---------- Data under study

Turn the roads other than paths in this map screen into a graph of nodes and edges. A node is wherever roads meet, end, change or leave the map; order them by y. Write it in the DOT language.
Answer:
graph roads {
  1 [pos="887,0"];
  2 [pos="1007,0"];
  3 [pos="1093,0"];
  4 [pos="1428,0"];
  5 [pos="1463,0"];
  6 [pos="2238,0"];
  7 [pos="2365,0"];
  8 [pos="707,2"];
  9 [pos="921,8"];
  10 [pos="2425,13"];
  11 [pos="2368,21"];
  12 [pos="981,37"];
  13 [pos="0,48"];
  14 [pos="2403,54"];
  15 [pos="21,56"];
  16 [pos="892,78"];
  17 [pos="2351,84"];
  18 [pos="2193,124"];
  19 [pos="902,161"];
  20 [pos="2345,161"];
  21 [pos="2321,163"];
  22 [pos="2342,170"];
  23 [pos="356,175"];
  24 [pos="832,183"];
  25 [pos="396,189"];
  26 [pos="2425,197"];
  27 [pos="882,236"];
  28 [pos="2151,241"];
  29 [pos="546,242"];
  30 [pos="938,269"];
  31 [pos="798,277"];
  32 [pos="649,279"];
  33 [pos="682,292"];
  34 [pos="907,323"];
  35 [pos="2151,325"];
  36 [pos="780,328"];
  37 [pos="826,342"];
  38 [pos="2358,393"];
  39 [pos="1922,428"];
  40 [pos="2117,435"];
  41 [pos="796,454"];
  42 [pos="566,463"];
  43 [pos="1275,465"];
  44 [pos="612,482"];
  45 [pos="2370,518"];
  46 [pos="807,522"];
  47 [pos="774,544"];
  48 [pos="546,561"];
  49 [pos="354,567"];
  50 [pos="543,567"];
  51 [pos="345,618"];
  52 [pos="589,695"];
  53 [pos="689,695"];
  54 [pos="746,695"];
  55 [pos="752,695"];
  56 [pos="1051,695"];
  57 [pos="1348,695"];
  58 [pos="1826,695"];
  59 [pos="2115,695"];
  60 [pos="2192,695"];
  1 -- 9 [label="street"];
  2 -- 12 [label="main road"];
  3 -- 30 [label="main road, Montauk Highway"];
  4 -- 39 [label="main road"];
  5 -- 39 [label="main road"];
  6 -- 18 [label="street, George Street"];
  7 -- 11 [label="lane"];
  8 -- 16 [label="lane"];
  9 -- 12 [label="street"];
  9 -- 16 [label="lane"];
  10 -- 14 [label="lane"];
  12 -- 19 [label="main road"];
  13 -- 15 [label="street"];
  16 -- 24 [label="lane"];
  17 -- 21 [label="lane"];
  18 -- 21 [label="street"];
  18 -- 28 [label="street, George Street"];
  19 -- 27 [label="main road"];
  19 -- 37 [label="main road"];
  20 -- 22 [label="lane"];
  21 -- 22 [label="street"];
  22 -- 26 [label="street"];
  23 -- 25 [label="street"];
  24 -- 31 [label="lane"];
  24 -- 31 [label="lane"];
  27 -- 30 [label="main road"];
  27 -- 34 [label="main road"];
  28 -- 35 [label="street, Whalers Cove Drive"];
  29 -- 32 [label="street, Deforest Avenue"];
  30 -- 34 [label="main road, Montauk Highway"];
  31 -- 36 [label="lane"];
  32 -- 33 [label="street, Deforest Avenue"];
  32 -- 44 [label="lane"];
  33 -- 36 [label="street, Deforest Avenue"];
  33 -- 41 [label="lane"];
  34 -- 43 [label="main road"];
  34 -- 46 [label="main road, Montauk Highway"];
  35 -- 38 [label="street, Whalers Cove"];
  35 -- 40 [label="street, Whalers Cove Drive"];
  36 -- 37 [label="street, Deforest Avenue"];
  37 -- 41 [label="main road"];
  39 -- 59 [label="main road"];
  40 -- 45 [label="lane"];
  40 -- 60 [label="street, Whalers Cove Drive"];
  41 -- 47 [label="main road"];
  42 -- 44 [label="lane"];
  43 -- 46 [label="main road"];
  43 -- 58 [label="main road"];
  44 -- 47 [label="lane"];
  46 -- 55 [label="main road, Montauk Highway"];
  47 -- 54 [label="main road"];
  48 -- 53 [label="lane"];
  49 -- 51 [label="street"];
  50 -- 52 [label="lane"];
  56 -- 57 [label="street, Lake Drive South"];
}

--------------------

Extract all of the data above without altering anything.

Turn the roads other than paths in this map screen into a graph of nodes and edges. A node is wherever roads meet, end, change or leave the map; order them by y. Write it in the DOT language.
Answer:
graph roads {
  1 [pos="887,0"];
  2 [pos="1007,0"];
  3 [pos="1093,0"];
  4 [pos="1428,0"];
  5 [pos="1463,0"];
  6 [pos="2238,0"];
  7 [pos="2365,0"];
  8 [pos="707,2"];
  9 [pos="921,8"];
  10 [pos="2425,13"];
  11 [pos="2368,21"];
  12 [pos="981,37"];
  13 [pos="0,48"];
  14 [pos="2403,54"];
  15 [pos="21,56"];
  16 [pos="892,78"];
  17 [pos="2351,84"];
  18 [pos="2193,124"];
  19 [pos="902,161"];
  20 [pos="2345,161"];
  21 [pos="2321,163"];
  22 [pos="2342,170"];
  23 [pos="356,175"];
  24 [pos="832,183"];
  25 [pos="396,189"];
  26 [pos="2425,197"];
  27 [pos="882,236"];
  28 [pos="2151,241"];
  29 [pos="546,242"];
  30 [pos="938,269"];
  31 [pos="798,277"];
  32 [pos="649,279"];
  33 [pos="682,292"];
  34 [pos="907,323"];
  35 [pos="2151,325"];
  36 [pos="780,328"];
  37 [pos="826,342"];
  38 [pos="2358,393"];
  39 [pos="1922,428"];
  40 [pos="2117,435"];
  41 [pos="796,454"];
  42 [pos="566,463"];
  43 [pos="1275,465"];
  44 [pos="612,482"];
  45 [pos="2370,518"];
  46 [pos="807,522"];
  47 [pos="774,544"];
  48 [pos="546,561"];
  49 [pos="354,567"];
  50 [pos="543,567"];
  51 [pos="345,618"];
  52 [pos="589,695"];
  53 [pos="689,695"];
  54 [pos="746,695"];
  55 [pos="752,695"];
  56 [pos="1051,695"];
  57 [pos="1348,695"];
  58 [pos="1826,695"];
  59 [pos="2115,695"];
  60 [pos="2192,695"];
  1 -- 9 [label="street"];
  2 -- 12 [label="main road"];
  3 -- 30 [label="main road, Montauk Highway"];
  4 -- 39 [label="main road"];
  5 -- 39 [label="main road"];
  6 -- 18 [label="street, George Street"];
  7 -- 11 [label="lane"];
  8 -- 16 [label="lane"];
  9 -- 12 [label="street"];
  9 -- 16 [label="lane"];
  10 -- 14 [label="lane"];
  12 -- 19 [label="main road"];
  13 -- 15 [label="street"];
  16 -- 24 [label="lane"];
  17 -- 21 [label="lane"];
  18 -- 21 [label="street"];
  18 -- 28 [label="street, George Street"];
  19 -- 27 [label="main road"];
  19 -- 37 [label="main road"];
  20 -- 22 [label="lane"];
  21 -- 22 [label="street"];
  22 -- 26 [label="street"];
  23 -- 25 [label="street"];
  24 -- 31 [label="lane"];
  24 -- 31 [label="lane"];
  27 -- 30 [label="main road"];
  27 -- 34 [label="main road"];
  28 -- 35 [label="street, Whalers Cove Drive"];
  29 -- 32 [label="street, Deforest Avenue"];
  30 -- 34 [label="main road, Montauk Highway"];
  31 -- 36 [label="lane"];
  32 -- 33 [label="street, Deforest Avenue"];
  32 -- 44 [label="lane"];
  33 -- 36 [label="street, Deforest Avenue"];
  33 -- 41 [label="lane"];
  34 -- 43 [label="main road"];
  34 -- 46 [label="main road, Montauk Highway"];
  35 -- 38 [label="street, Whalers Cove"];
  35 -- 40 [label="street, Whalers Cove Drive"];
  36 -- 37 [label="street, Deforest Avenue"];
  37 -- 41 [label="main road"];
  39 -- 59 [label="main road"];
  40 -- 45 [label="lane"];
  40 -- 60 [label="street, Whalers Cove Drive"];
  41 -- 47 [label="main road"];
  42 -- 44 [label="lane"];
  43 -- 46 [label="main road"];
  43 -- 58 [label="main road"];
  44 -- 47 [label="lane"];
  46 -- 55 [label="main road, Montauk Highway"];
  47 -- 54 [label="main road"];
  48 -- 53 [label="lane"];
  49 -- 51 [label="street"];
  50 -- 52 [label="lane"];
  56 -- 57 [label="street, Lake Drive South"];
}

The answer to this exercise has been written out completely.